There are some very informative pointers in this regard per edudemic.com (Google Reader feed: Edudemic)
5 Places To Find Free Educational eBooks
(Copied in the spoiler below, including embedded hyperlinks.)
Spoiler5 Places To Find Free Educational eBooks
Added by Katie Lepi on 2013-01-26
Hunting down classic literature and important manuscripts may mean more than a quick Google search for many of us. You may turn to paid sources like Amazon or even (the humanity!) turn to printed books in your library. The horror! We kid. We love the library and feature effective ways to use libraries all the time.

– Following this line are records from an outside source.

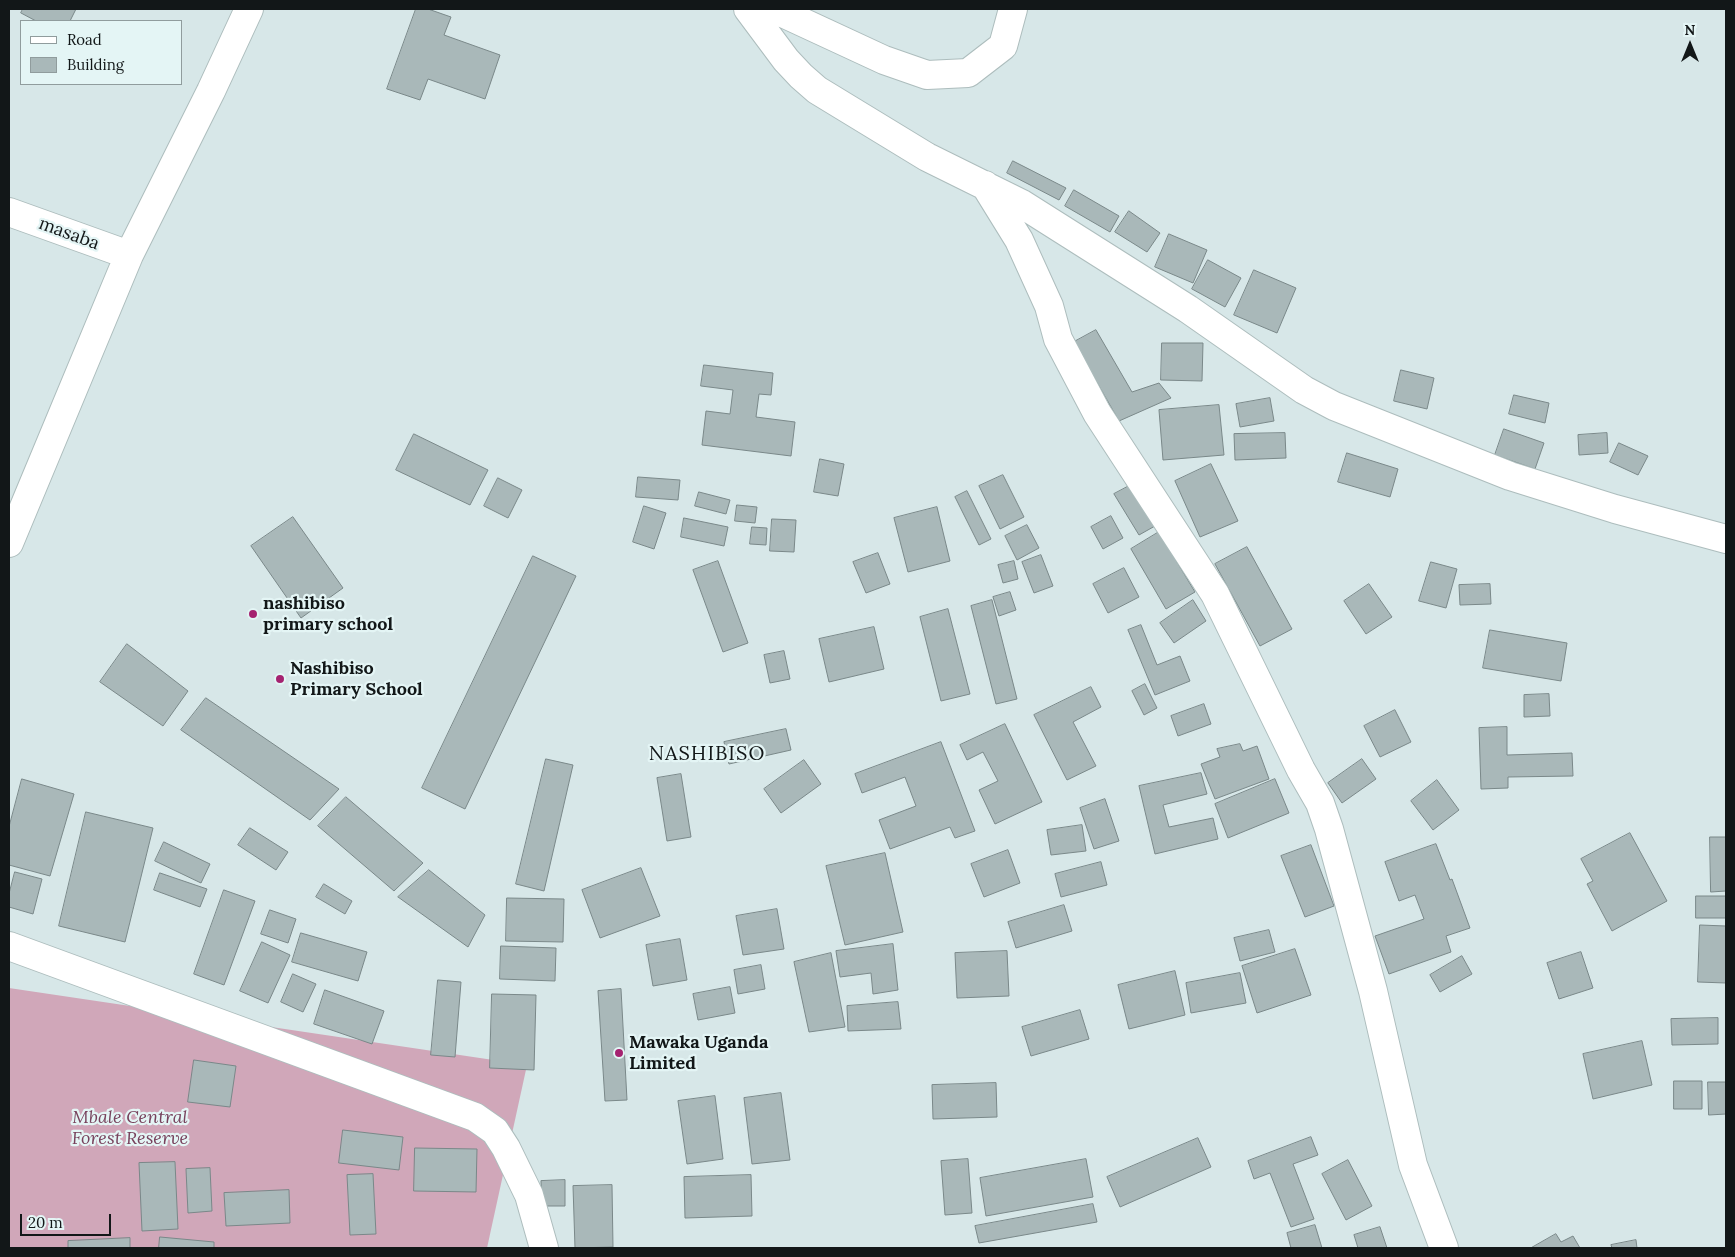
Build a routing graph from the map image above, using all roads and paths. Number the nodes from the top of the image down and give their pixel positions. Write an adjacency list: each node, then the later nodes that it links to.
1 (249, 9): 7 (street)
2 (748, 9): 5 (street)
3 (774, 9): 4 (street)
4 (1013, 9)
5 (985, 185): 8 (street); 12 (street)
6 (9, 212): 7 (street, masaba)
7 (129, 255): 9 (street)
8 (1726, 539)
9 (9, 543)
10 (9, 946): 11 (street)
11 (544, 1248)
12 (1444, 1248)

So what happens when Google, Amazon, and your local library come up short in your quest for free educational eBooks? Never fear, there are a few critical resources you should know about. From Harvard to Bartleby to the International Children’s Digital Library … there’s plenty of ways to find a quality epub or downloadable book for your classroom or pleasure reading. Here’s some of our favorites:

The Harvard Classics

* Some of the most important works of literature are a part of the dozens of volumes available in The Harvard Classics. They were curated by Harvard University president Charles W. Eliot and were published in 1909. They’re available in open format here and here. An interesting note about The Harvard Classics: President Eliot had originally referred to these works as the “3-foot-shelf” and said that one could “obtain the elements of a liberal education” by spending 15 minutes a day reading from the shelf. Let’s see if he’s right!
Project Gutenberg

* Project Gutenberg offers over 40,000 free e-books (free epub books, free kindle books, read online, or download them). They offer books that have been actually published, and the volunteers at Project Gutenberg have digitized and proofread them. You can read them all for free, but if it is something you use regularly, they do ask that you consider donating a bit to their cause.
Bartleby

* The go-to source for the classics, Bartleby.com features Gray’s Anatomy, the Harvard Classics (see above), the King James Bible, and just about every major publication you could ever require. The best part of the site is the ease with which you can surface relevant content and sort / filter. You get quality search results with easy download links without all the muckity muck (that’s a technical term) of a Google or Amazon search.
OER Commons

* Open Educational Resources (aka OER Commons) boasts more than 40,000, well, resources for teachers. When you first hit the website, you immediately feel like you’re about to do a Google search. But once you get your results, you can see that you can then ‘remix and share’ multiple resources to form some sort of Voltron-eque super-resource. Or, to put it another way, you can create the resource that you want thanks to the benefit of open access to all the resources.
ICDL – International Children’s Digital Library

* Just like a brick-and-mortar library, the ICDL feels just like what you’re accustomed to. It lets you become a member, take out books, and do even more. For example, you can read a book (on any device) and translate most of the text, enlarge the text, and navigate with ease. But remember these are children’s books so when you’re given the ability to enlarge the text … that’s something pretty rare. Definitely worth checking out ICDL if you’re a K-12 educator, student, or parent!

IainB:
Seriously helpful post at Gizmo's Tech Support Alert:
Millions of Free eBooks and Audio Books Online

TaoPhoenix:
Nice find Iain. I glanced at it, and it looks like they put some work into that to find some of the small collections. A quick tip, Librivox is quickly/quietly becoming one of the big players in the amateur audio book world, and their copies are beginning to float around in altered form by various packagers. Of course that's the point, "All Librivox recordings are in the public domain", but it's just something to keep in mind when you think you see "43 places to find SciFi" but X percent of them are the same Librivox editions, with or without the disclaimer.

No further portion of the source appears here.